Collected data
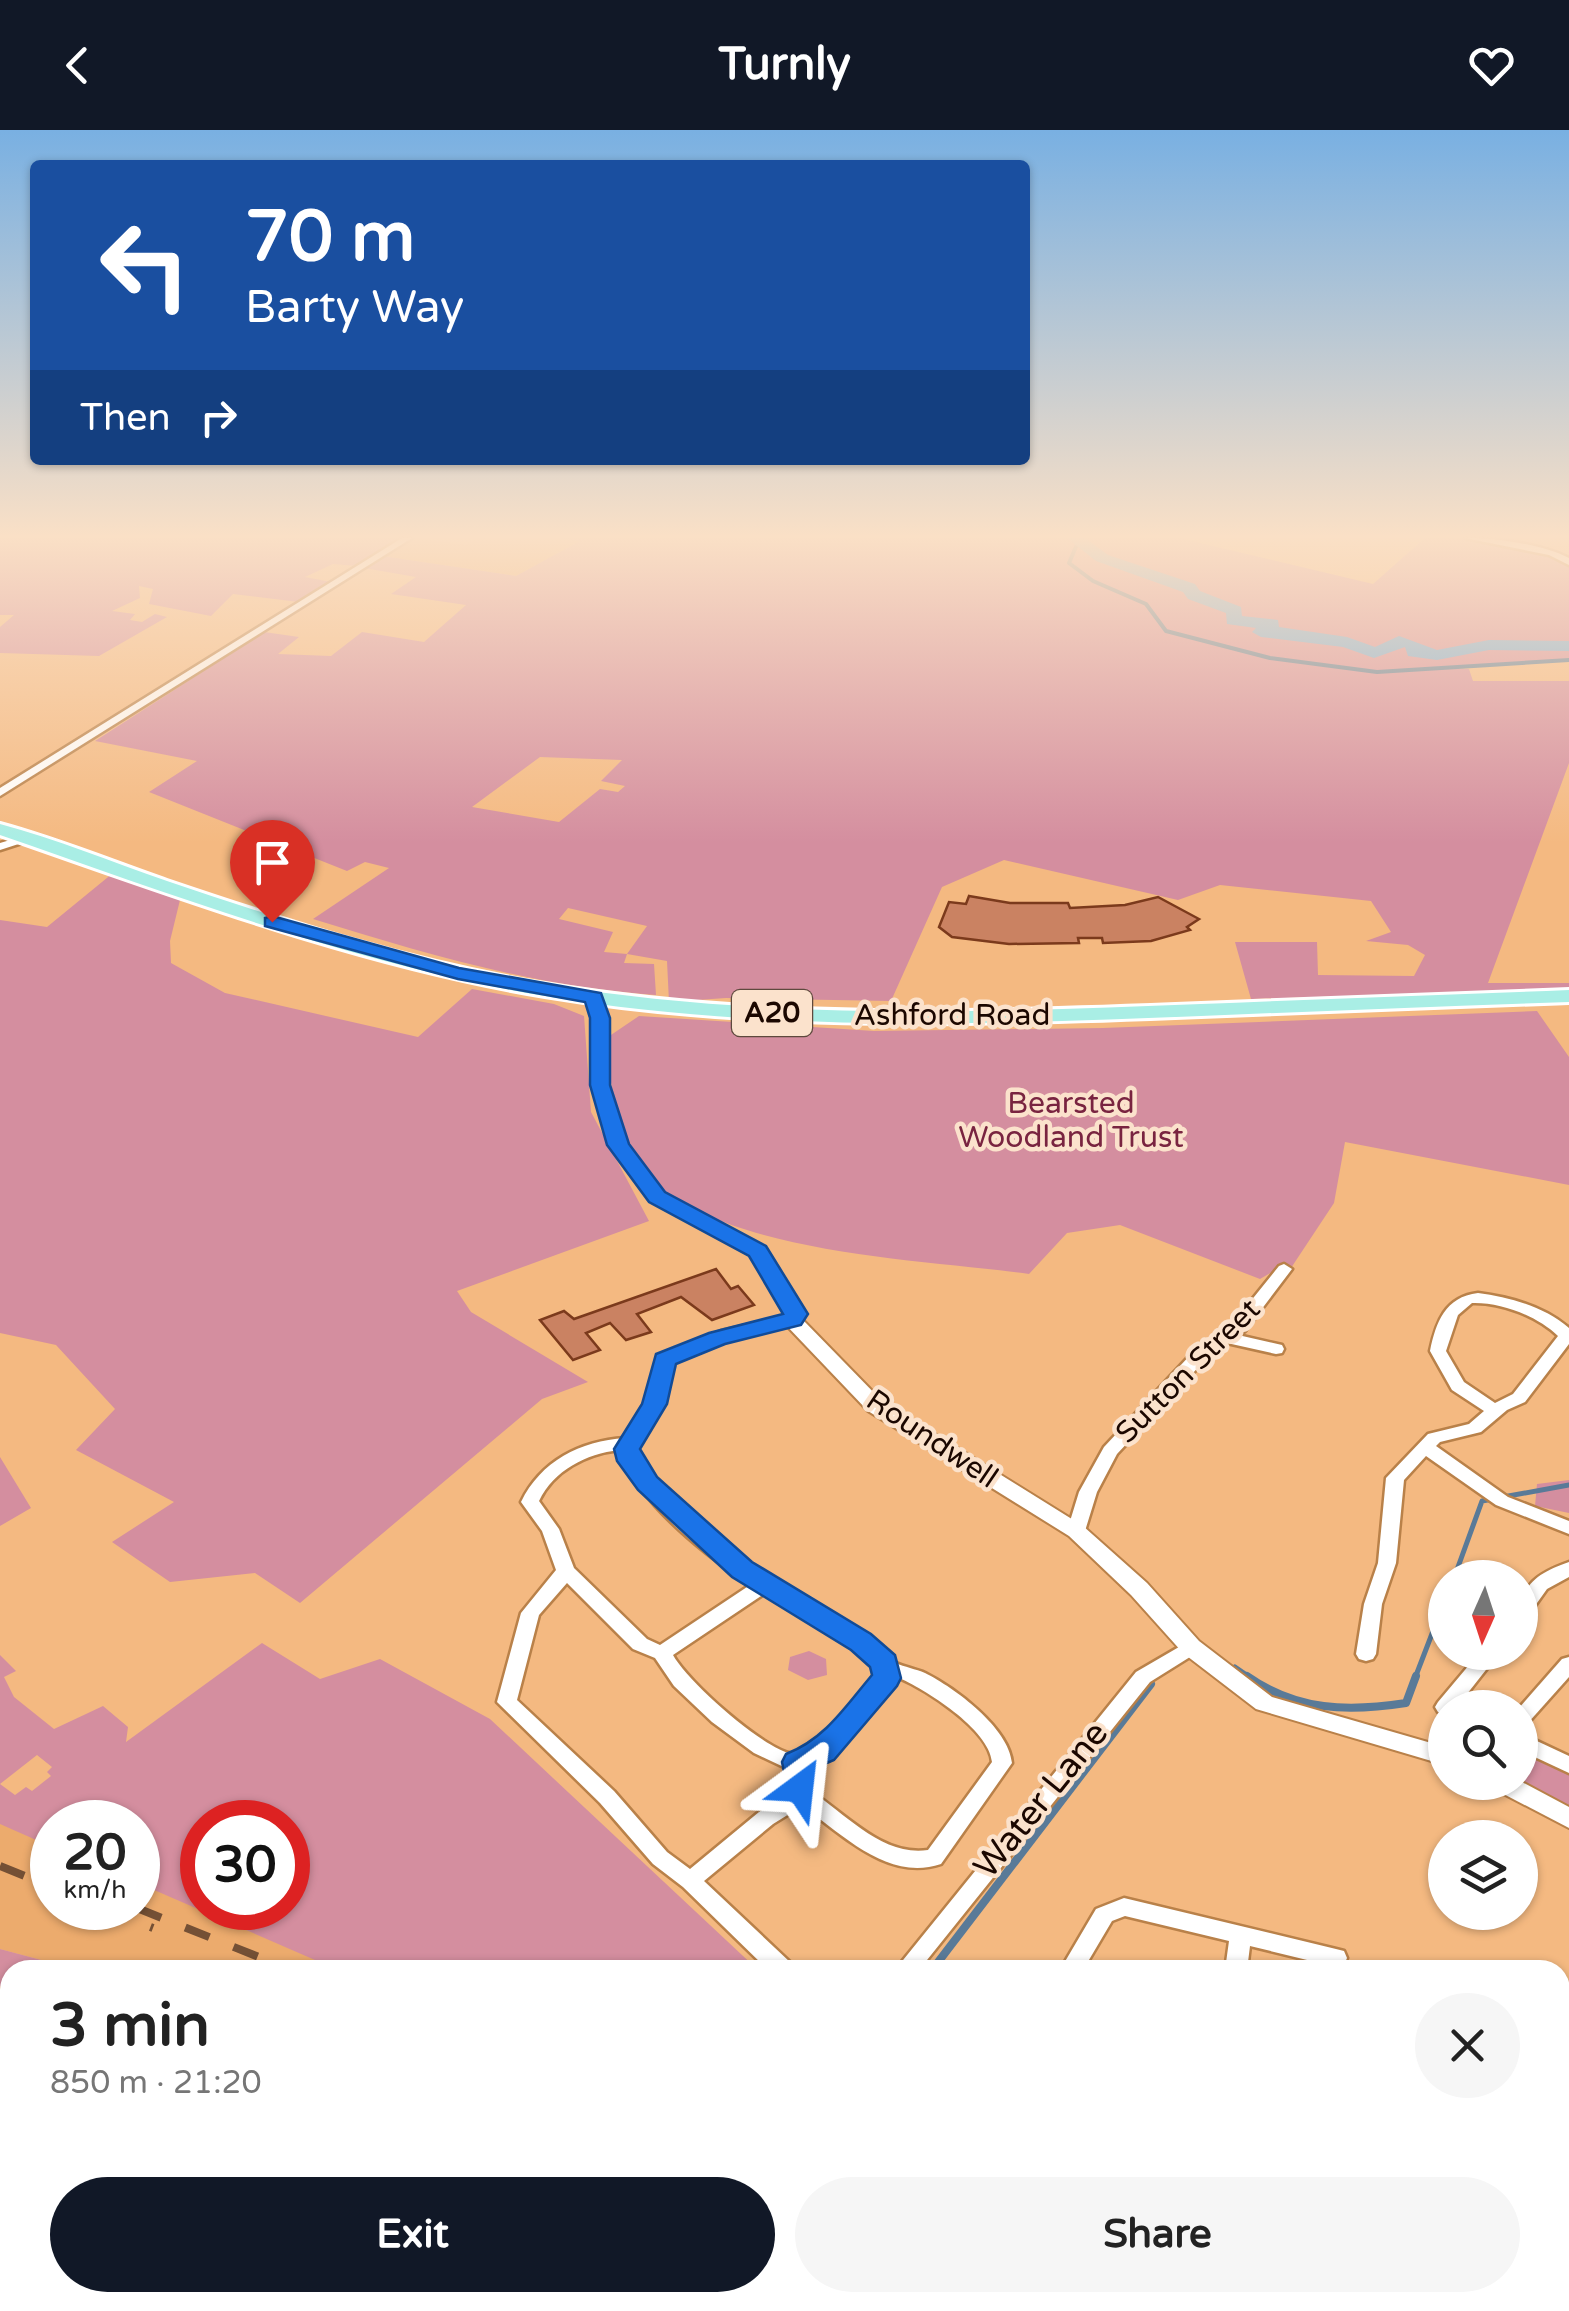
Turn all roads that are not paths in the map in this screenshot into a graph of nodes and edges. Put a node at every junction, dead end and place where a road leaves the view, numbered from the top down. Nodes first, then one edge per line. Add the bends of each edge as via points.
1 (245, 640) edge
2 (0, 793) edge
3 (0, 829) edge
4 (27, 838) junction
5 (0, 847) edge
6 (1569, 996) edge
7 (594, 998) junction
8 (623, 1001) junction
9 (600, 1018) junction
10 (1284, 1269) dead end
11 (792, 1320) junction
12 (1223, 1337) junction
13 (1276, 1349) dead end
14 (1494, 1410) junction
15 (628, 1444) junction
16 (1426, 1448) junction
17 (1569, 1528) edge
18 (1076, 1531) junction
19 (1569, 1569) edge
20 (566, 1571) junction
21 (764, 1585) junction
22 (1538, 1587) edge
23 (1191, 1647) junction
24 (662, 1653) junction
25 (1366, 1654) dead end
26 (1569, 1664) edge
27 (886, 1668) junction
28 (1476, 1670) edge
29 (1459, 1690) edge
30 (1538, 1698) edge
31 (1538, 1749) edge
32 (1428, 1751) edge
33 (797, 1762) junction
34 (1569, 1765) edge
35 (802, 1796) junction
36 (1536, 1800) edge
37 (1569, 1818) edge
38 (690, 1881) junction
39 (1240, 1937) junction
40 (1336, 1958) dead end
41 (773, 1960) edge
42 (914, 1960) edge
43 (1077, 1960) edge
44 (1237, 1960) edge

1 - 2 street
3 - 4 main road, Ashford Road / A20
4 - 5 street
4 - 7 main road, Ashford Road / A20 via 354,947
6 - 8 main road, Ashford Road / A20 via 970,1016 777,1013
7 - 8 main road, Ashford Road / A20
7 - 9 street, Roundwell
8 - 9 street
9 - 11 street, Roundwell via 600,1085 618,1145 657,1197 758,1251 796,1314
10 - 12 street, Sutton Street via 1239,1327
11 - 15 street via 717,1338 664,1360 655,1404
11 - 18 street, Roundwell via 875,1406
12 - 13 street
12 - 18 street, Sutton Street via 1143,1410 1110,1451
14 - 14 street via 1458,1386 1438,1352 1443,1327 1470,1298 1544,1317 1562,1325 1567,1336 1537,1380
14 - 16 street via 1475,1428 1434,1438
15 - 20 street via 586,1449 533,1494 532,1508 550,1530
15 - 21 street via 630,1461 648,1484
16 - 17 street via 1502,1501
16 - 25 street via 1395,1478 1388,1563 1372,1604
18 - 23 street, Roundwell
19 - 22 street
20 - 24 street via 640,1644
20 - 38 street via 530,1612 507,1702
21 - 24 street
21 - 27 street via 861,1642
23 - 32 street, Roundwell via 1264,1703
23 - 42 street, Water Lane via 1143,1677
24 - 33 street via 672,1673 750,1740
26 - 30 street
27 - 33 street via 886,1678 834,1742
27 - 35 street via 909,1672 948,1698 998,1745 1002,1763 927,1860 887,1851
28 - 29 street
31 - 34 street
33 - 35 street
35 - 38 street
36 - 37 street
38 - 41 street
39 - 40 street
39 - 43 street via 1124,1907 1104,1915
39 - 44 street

YOUR OBJECTIVE
Give the number of lines in the data above that contain the word "Sutton", with no accompanying text.

COMPLETED EXERCISE
2